Spring.  Summer.  Fall.  Winter.  Divorce?  Who knew there was a fifth season?[1]  While there is never a “good” time for a divorce or separation, there are certainly times during the year when family law attorneys receive more phone calls.  If you were to venture a guess, what time of the year do you think this occurs?

Here is a small hint:  it is the time of year families traditionally gather for the holidays.  Regardless of whether your family celebrates Christmas, Hanukkah, or Kwanzaa, the months of November, December, and January can be stressful.  Throw alcohol, increased spending, and already strained relationships into the mix, and it is somewhat of a perfect storm.

According to many of my colleagues (and my personal observation), December and January are the most popular months for potential clients to call with questions regarding separation or divorce.  There are many theories floating around the legal community as to why.  First, many struggling families will choose to have one last holiday season together.  Oftentimes this is due to families having young children, not wishing to taint their holiday memories.  Second, individuals already contemplating separation or divorce may wait to act as part of a New Year’s resolution.  Third, the financial strain of the holiday may bring up larger financial issues within families.  Obviously, this short list is not all-inclusive, but it does address some of the main reasons why so many people decide to separate or divorce during November, December, and January.  Regardless of the reasoning behind the influx of phone calls, most family law attorneys will agree that the “fifth season” (divorce) has arrived.
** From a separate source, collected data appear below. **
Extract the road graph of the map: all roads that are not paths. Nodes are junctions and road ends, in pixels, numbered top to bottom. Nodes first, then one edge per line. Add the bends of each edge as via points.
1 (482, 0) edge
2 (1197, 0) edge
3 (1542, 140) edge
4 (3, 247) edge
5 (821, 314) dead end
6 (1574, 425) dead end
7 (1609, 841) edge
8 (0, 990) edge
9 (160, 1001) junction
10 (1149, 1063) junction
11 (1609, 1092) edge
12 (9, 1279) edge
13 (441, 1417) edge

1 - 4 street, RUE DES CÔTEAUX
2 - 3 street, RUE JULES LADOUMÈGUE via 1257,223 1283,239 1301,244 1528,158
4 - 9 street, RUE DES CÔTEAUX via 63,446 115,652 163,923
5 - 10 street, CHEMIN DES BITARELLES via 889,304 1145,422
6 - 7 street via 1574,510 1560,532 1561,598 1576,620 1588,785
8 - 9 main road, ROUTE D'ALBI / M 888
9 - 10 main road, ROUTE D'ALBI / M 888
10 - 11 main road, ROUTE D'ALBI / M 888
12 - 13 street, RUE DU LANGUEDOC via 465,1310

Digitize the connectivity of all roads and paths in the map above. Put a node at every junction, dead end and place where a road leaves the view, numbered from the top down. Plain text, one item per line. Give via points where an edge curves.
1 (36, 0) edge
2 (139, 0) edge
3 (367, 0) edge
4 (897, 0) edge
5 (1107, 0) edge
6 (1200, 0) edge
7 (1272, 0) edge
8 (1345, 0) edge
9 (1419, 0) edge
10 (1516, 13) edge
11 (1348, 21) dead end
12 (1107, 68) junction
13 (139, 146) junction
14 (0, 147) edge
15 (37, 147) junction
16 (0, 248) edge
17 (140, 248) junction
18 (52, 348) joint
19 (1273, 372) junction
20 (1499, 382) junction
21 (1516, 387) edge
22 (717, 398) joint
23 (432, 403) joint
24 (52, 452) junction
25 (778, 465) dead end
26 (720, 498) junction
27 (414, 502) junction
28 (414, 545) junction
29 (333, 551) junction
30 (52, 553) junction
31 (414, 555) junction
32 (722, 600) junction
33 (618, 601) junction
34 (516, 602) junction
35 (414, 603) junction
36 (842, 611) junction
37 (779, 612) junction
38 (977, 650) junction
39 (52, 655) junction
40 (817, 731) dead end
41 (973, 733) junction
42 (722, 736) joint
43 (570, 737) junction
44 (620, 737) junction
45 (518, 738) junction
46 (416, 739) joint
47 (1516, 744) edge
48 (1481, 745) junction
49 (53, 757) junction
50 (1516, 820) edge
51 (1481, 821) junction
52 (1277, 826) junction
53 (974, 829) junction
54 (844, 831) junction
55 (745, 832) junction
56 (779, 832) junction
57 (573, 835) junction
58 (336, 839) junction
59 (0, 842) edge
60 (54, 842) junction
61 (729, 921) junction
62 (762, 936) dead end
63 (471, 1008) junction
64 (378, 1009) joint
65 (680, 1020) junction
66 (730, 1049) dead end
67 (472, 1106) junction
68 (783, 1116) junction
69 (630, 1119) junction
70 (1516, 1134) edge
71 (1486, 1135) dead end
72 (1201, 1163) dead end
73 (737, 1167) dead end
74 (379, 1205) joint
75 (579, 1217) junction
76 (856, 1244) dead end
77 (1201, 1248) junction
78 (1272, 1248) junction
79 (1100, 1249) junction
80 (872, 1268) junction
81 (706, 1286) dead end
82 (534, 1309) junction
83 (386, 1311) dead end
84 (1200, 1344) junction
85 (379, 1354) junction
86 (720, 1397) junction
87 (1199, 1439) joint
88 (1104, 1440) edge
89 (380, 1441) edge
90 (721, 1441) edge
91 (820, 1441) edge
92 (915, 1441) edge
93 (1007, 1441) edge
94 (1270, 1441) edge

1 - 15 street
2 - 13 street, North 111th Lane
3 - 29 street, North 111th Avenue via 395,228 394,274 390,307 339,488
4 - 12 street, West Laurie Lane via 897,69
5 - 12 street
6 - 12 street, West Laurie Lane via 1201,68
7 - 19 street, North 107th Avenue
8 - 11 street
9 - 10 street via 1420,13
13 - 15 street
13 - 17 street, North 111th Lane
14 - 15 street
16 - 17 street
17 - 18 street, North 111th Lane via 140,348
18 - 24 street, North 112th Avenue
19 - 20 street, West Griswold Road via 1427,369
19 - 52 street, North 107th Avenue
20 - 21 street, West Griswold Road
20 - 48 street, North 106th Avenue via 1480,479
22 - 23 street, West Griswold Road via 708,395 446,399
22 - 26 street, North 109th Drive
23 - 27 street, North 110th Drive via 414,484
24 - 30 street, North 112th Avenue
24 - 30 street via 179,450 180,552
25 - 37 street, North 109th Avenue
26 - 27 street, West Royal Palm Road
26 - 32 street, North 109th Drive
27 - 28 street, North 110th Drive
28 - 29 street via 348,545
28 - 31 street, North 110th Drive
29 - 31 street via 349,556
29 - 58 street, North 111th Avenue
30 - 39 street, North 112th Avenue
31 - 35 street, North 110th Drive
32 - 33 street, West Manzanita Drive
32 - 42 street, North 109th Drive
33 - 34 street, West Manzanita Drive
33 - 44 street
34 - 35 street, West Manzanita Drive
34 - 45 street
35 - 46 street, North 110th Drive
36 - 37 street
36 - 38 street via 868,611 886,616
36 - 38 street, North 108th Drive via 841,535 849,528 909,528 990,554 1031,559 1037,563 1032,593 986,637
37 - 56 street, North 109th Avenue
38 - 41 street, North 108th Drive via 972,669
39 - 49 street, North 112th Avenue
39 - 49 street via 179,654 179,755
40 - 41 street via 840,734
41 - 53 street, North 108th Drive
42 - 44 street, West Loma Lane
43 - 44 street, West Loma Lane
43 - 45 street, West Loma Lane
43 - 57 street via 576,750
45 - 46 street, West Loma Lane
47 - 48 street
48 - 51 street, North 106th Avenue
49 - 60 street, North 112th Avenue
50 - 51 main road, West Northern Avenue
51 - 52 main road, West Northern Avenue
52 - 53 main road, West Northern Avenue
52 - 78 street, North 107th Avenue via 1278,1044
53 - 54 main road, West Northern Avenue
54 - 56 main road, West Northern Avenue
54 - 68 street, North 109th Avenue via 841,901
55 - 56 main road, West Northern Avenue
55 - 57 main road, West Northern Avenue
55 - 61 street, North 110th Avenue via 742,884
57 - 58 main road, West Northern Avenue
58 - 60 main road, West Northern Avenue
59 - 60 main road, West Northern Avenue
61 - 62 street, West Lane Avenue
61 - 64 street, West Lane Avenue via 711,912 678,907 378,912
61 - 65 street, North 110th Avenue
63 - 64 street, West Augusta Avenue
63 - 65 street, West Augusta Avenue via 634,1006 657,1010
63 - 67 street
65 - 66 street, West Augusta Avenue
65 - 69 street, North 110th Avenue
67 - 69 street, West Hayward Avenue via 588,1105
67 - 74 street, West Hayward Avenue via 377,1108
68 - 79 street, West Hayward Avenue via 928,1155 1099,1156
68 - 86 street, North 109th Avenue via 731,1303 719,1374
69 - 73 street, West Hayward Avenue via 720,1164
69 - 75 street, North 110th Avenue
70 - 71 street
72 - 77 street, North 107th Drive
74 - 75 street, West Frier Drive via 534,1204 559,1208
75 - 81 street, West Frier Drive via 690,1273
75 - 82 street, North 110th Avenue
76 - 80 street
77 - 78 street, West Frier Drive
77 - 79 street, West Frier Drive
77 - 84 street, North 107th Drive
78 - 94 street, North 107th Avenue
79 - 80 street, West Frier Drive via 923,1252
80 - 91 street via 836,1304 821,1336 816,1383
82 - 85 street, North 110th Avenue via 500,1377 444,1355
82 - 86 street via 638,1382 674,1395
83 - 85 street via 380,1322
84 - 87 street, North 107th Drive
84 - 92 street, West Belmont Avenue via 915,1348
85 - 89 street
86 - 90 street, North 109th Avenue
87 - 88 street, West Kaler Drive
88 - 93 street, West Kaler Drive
Though family law attorneys seem to get more phone calls in November, December, and January, the North Carolina State Center for Health Statistics tends to show a different trend.[2]  In 2016, the months of April, May, and June had the highest recorded number of divorces.  In contrast, the months of November, December, and January had the least.  Though the Center for Health Statistics does not say for certain, one may presume that the numbers only include finalized divorces.  It is not surprising that the number of finalized divorces would be lower in November, December, and January.  There are more court holidays during this time period, and fewer days to presumably finalize a divorce.  These statistics do not take into account those that enter into separation agreements.

Since the fifth season is upon us, I will be doing a series of blog posts about different aspects of separation and divorce.  The first blog in the series will address separation agreements.  If there are any particular topics that pique your interest, please let me know!

[1] Kudos to my husband’s cousin Charlotte, who coined this title for this blog post.  She is twelve years old, and wise beyond her years!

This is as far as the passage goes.